Suppose,the mouse was released at point #A#,and then it travelled along the curved path #AC#, the hawk flew after the release upto #B# for #2s#,and then followed along straight line #AC#,to catch the mouse #3 m# above the ground.
Now,when the mouse was released it had an initial horizontal velocity as same as that of the hawk,and due to the pull of the gravity it followed this parabolic path.

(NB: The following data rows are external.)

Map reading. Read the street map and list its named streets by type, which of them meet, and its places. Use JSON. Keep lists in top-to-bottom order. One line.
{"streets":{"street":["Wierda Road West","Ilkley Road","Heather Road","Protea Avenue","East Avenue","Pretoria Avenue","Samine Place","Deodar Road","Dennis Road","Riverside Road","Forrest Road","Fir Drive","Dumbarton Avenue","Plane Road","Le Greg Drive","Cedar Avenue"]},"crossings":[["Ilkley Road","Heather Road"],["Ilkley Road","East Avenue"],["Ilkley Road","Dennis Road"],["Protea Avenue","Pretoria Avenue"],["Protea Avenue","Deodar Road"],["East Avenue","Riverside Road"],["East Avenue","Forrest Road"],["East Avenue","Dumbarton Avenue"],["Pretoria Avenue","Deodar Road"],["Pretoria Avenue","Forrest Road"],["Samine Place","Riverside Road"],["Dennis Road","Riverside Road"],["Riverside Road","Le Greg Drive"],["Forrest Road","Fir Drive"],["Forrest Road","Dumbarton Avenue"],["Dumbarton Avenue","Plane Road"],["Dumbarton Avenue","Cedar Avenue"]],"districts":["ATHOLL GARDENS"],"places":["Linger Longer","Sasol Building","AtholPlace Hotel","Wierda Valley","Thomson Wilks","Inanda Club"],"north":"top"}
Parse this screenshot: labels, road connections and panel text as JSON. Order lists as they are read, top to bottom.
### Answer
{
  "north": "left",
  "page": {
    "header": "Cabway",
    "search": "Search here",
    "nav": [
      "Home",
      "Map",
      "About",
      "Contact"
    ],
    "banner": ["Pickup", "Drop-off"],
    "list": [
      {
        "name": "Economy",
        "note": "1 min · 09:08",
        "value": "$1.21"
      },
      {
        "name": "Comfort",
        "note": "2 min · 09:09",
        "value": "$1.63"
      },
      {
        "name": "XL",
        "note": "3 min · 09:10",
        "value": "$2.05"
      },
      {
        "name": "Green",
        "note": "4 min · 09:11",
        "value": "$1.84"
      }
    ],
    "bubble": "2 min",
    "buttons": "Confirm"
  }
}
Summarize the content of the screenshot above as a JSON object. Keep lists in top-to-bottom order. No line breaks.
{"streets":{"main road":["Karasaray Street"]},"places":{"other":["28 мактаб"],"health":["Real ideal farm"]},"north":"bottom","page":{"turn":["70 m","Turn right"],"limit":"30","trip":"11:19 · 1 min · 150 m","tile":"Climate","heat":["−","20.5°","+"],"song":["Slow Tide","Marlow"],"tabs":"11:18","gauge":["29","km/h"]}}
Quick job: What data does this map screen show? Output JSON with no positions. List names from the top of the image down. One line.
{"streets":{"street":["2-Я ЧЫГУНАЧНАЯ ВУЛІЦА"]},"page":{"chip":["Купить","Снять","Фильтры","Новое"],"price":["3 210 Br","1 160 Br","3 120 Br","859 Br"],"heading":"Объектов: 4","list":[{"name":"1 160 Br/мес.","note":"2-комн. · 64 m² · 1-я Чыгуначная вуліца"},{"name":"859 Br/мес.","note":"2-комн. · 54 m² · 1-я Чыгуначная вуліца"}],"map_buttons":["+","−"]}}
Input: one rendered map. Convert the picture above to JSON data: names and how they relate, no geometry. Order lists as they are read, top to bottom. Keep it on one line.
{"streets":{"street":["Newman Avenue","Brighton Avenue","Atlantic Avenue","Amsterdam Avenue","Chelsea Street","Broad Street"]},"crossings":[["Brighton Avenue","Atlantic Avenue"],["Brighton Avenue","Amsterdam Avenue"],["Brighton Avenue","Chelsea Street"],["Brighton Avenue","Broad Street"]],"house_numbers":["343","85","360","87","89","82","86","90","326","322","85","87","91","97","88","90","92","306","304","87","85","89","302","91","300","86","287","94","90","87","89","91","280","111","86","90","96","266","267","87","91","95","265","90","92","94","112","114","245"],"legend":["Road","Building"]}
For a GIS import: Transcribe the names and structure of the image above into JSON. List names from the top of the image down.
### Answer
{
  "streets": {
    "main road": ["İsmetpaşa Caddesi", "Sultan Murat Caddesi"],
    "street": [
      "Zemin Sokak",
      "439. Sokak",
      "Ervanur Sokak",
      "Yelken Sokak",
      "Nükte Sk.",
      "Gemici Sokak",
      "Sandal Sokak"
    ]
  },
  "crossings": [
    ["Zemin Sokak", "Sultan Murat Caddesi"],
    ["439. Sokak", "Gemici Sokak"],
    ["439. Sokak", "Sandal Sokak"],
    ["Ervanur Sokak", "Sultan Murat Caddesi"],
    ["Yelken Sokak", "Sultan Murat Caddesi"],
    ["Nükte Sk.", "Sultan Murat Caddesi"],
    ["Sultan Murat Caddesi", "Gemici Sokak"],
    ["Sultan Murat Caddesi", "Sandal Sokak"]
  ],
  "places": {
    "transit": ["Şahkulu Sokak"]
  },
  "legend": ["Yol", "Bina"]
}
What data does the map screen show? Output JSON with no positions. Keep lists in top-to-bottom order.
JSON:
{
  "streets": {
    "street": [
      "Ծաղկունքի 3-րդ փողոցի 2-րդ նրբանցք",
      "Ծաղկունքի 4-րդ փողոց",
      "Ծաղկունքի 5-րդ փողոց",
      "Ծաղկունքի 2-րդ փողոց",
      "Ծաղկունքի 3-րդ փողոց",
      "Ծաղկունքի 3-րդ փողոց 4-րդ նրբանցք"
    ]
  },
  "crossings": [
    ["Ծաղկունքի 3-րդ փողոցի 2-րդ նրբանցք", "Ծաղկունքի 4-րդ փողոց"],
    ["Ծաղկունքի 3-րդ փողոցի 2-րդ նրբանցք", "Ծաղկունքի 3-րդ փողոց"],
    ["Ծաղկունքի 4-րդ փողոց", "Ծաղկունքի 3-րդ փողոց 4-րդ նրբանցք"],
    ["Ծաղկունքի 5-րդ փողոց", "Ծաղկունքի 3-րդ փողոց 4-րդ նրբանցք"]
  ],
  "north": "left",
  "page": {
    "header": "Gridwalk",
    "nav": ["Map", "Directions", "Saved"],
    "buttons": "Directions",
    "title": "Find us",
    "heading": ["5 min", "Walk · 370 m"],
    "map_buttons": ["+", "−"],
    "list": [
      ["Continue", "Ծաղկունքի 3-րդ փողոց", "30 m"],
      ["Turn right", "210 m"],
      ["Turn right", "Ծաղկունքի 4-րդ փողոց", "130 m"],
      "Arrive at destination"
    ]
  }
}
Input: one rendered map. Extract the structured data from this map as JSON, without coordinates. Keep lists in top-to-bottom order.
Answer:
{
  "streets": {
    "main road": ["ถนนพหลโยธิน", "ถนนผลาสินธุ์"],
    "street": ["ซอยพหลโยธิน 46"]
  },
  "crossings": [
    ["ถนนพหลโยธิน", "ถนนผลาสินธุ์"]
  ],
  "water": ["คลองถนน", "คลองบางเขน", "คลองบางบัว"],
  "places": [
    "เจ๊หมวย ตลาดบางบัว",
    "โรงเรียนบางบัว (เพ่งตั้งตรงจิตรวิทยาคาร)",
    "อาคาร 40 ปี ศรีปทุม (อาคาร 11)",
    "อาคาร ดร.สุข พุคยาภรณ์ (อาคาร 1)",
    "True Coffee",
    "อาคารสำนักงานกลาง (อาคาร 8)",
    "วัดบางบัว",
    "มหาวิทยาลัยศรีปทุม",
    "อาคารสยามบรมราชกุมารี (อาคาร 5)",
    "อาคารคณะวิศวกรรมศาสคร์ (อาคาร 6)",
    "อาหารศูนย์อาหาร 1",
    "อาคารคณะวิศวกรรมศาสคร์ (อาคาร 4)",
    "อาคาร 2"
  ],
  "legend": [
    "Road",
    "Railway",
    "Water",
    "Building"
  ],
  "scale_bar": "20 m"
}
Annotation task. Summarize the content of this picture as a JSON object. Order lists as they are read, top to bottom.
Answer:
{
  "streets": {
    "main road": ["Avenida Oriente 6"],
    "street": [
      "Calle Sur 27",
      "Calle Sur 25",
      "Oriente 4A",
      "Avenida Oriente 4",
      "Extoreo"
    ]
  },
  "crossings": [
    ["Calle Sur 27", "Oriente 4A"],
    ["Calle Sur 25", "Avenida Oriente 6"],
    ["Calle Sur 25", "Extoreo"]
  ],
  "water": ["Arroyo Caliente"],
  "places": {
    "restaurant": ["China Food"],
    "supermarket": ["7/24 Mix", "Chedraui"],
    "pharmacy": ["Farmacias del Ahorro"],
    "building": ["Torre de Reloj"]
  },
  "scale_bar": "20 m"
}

So,vertical length from #A# to #C# is #240-3 = 237 m#
So,for falling by this distance if the mouse took time #t#,then we can write,considering vertical motion only,
#237 = 1/2 g t^2# (using, #s= 1/2 g t^2#)
So, #t=6.94 s#
this is the time for which the mouse enjoyed free fall,
Now,in this time its horizontal displacement (#AK#) will be #19*6.94=131.86 m#
Now,the question says,after releasing the mouse,the hawk went on flying with its initial velocity for #2s#,then followed this staright line pathway to catch the mouse at #C#,so it must cover pathway #AC# in #(6.94-2)=4.94 s#
So,if it dived with velocity #v# at an angle #theta# w.r.t horizontal,then it downward component of velocity is #v sin theta# and horizontal component is #v cos theta#
So,again considering vertical motion only for the hawk,we can say,
#237 = v sin theta * 4.94 + 1/2 g (4.94)^2# (using, #s= ut + 1/2g t^2#)
so, #v sin theta=23.75#
Again in this time the hawk will also have a horizontal displacement of #131.86 m# (as same as that of the mouse)
But it went from #A# to #B# with its initial velocity,then with velocity #v cos theta#
So, #AK = AB + BK = (19*2) +(v cos theta*4.94)=131.86#
So, #v cos theta =19#
So, #v^2 sin^2 theta + v^2 cos ^2 theta = (23.75)^2 + (19)^2#
So, #v=30.42 ms^-1#
So, we can say, # 30.42*cos theta = 19#
or, # theta = cos ^-1(19/30.42)=51.35 ^@#